> EXERCISE:
Your answer should consist of each line below that includes the word "junctions".

SUPPLIED INFORMATION section start

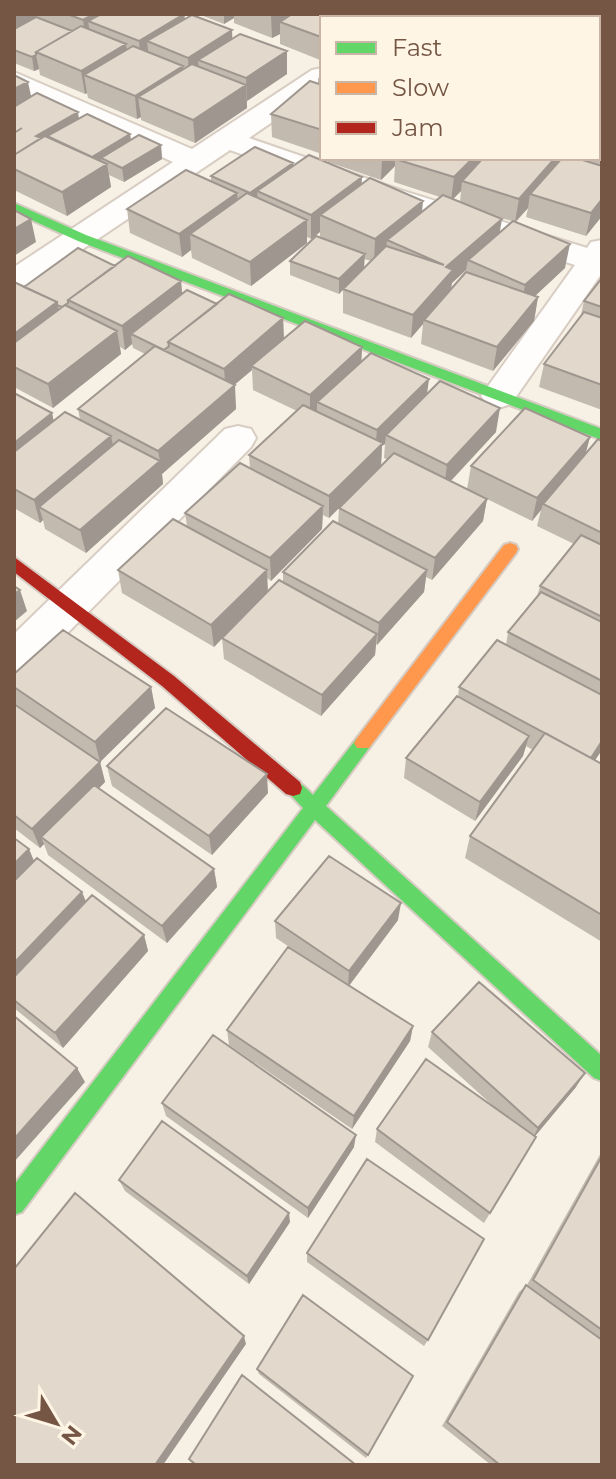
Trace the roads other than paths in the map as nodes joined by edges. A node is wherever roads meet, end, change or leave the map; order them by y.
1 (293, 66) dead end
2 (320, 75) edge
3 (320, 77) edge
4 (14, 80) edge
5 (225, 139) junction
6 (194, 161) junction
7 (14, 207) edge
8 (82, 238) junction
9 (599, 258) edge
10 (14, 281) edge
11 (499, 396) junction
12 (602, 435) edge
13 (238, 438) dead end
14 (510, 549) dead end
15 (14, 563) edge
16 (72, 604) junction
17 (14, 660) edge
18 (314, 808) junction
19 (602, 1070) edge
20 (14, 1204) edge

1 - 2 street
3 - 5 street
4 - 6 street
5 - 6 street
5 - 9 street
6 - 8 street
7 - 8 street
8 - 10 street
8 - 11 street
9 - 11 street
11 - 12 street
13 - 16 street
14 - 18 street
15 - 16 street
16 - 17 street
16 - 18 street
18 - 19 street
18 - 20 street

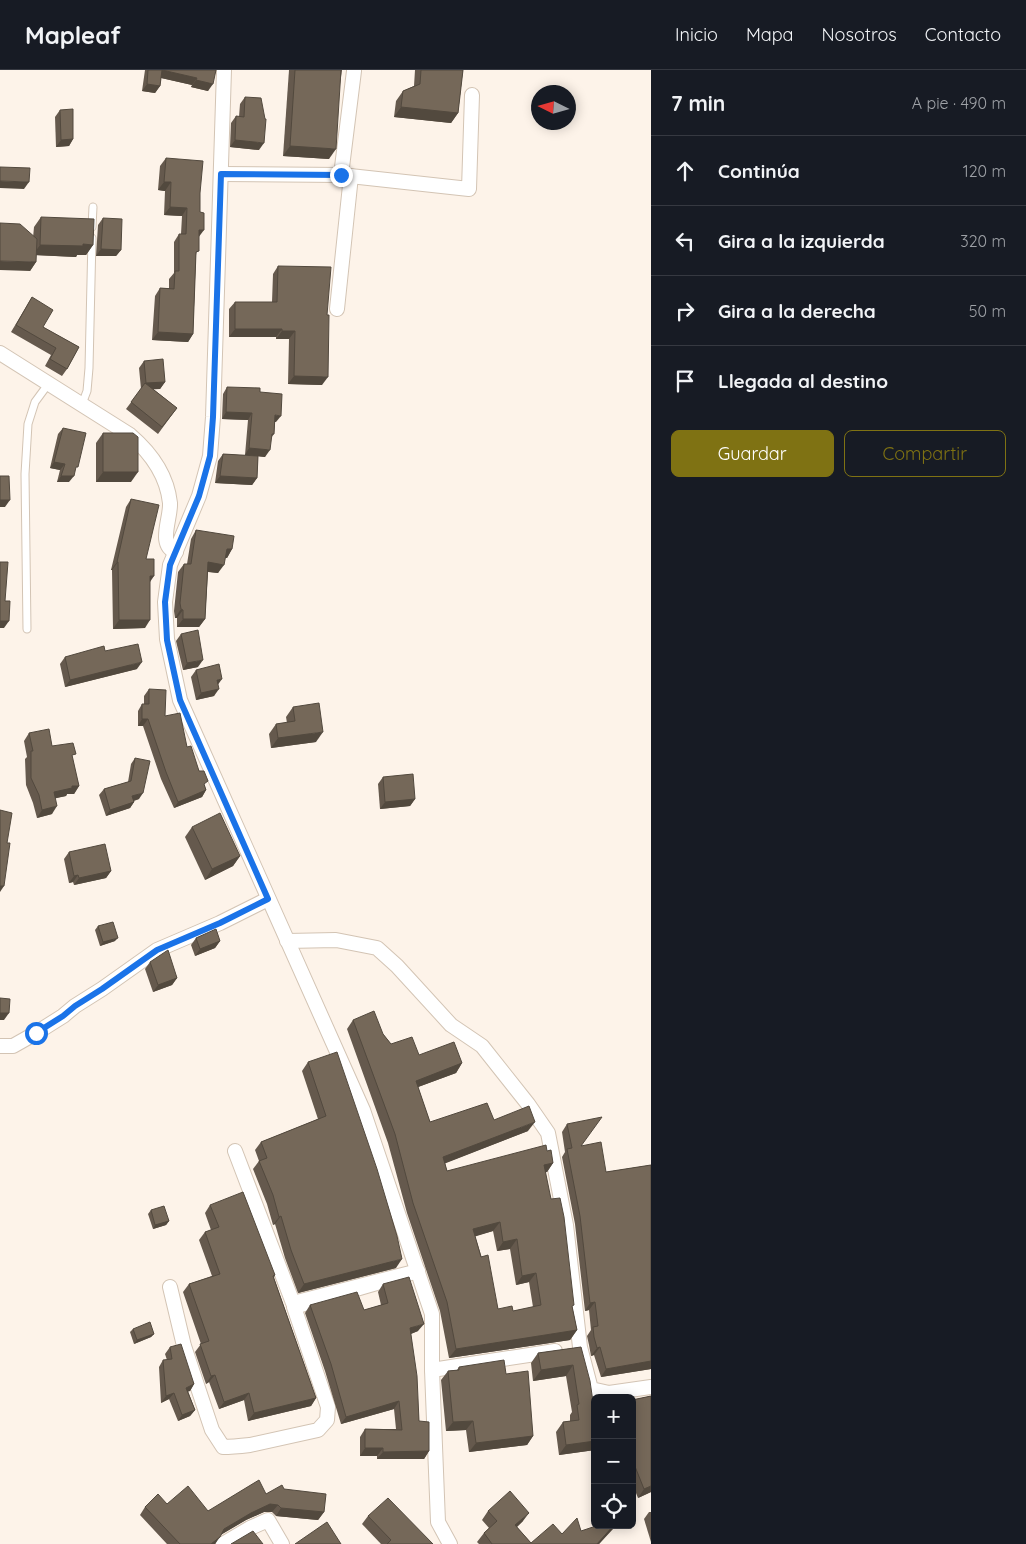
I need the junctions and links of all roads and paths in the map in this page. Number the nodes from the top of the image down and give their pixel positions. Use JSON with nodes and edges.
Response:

SUPPLIED INFORMATION section end
SUPPLIED INFORMATION section start

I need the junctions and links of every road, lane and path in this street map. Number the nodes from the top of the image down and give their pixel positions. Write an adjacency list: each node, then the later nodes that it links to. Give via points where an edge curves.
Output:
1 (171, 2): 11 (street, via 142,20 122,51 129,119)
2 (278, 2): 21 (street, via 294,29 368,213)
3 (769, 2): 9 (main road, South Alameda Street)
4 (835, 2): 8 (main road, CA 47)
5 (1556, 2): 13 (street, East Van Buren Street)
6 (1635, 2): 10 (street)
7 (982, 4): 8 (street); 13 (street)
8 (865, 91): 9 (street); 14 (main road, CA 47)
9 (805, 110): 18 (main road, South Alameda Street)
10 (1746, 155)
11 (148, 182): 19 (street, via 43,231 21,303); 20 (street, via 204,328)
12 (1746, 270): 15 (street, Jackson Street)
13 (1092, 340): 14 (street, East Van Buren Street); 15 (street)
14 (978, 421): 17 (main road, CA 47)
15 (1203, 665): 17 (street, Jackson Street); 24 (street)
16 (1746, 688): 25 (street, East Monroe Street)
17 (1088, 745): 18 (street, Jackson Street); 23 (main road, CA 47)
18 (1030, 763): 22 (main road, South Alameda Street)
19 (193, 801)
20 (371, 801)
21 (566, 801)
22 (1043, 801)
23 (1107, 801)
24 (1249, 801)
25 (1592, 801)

SUPPLIED INFORMATION section end
SUPPLIED INFORMATION section start

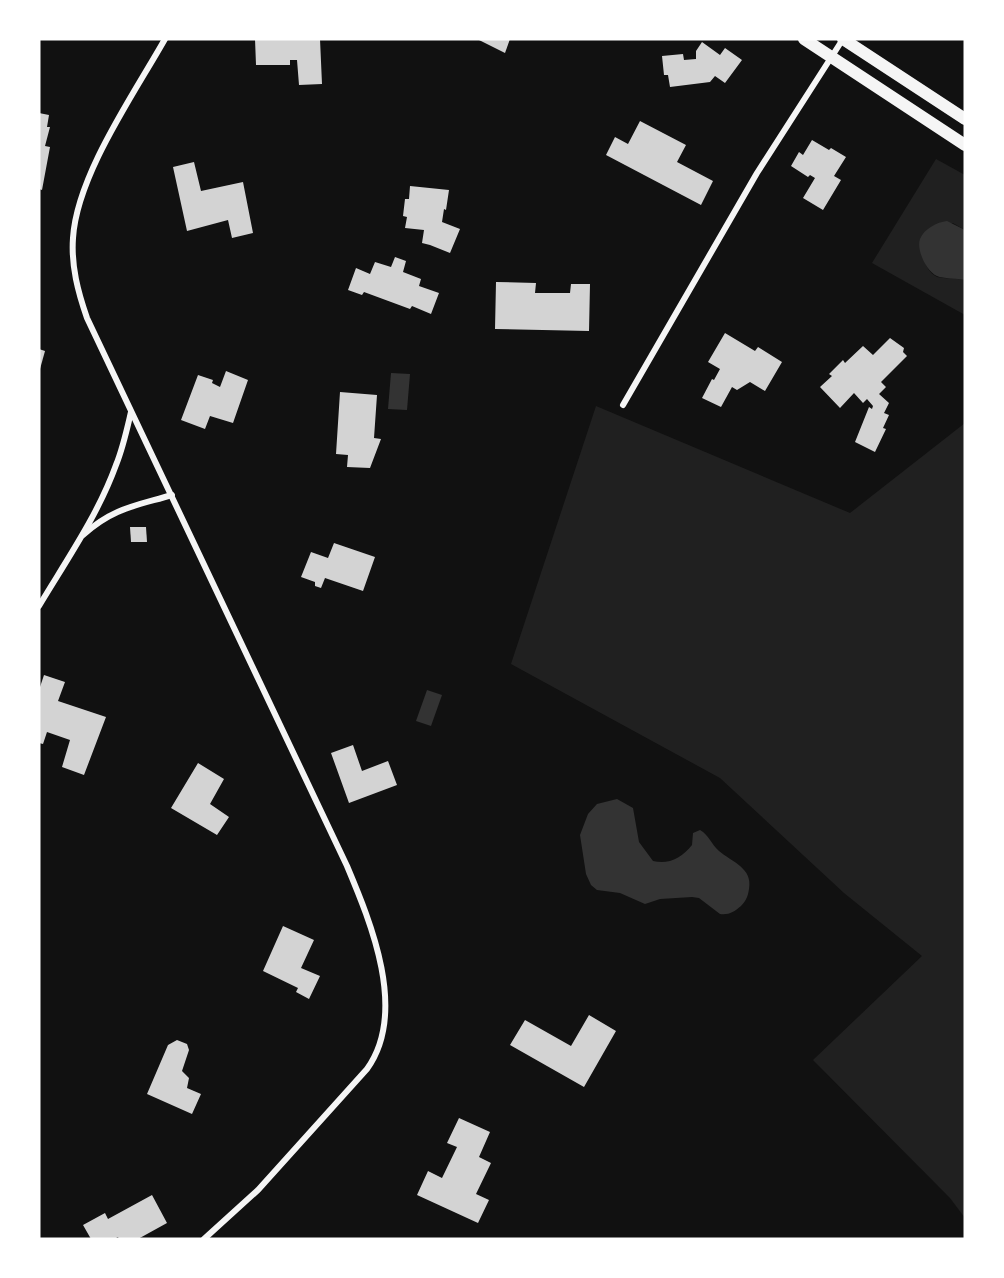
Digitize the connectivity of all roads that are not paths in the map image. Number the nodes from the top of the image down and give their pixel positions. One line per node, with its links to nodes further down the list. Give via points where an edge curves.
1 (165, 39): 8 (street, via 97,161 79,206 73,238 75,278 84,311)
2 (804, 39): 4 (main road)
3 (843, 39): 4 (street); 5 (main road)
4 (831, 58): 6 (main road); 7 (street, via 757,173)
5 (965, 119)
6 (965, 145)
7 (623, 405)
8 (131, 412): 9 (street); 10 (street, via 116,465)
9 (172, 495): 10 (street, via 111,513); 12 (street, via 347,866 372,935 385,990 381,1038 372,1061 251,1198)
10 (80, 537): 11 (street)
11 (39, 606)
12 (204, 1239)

SUPPLIED INFORMATION section end

> RESPONSE BELOW:
I need the junctions and links of all roads and paths in the map in this page. Number the nodes from the top of the image down and give their pixel positions. Use JSON with nodes and edges.
I need the junctions and links of every road, lane and path in this street map. Number the nodes from the top of the image down and give their pixel positions. Write an adjacency list: each node, then the later nodes that it links to. Give via points where an edge curves.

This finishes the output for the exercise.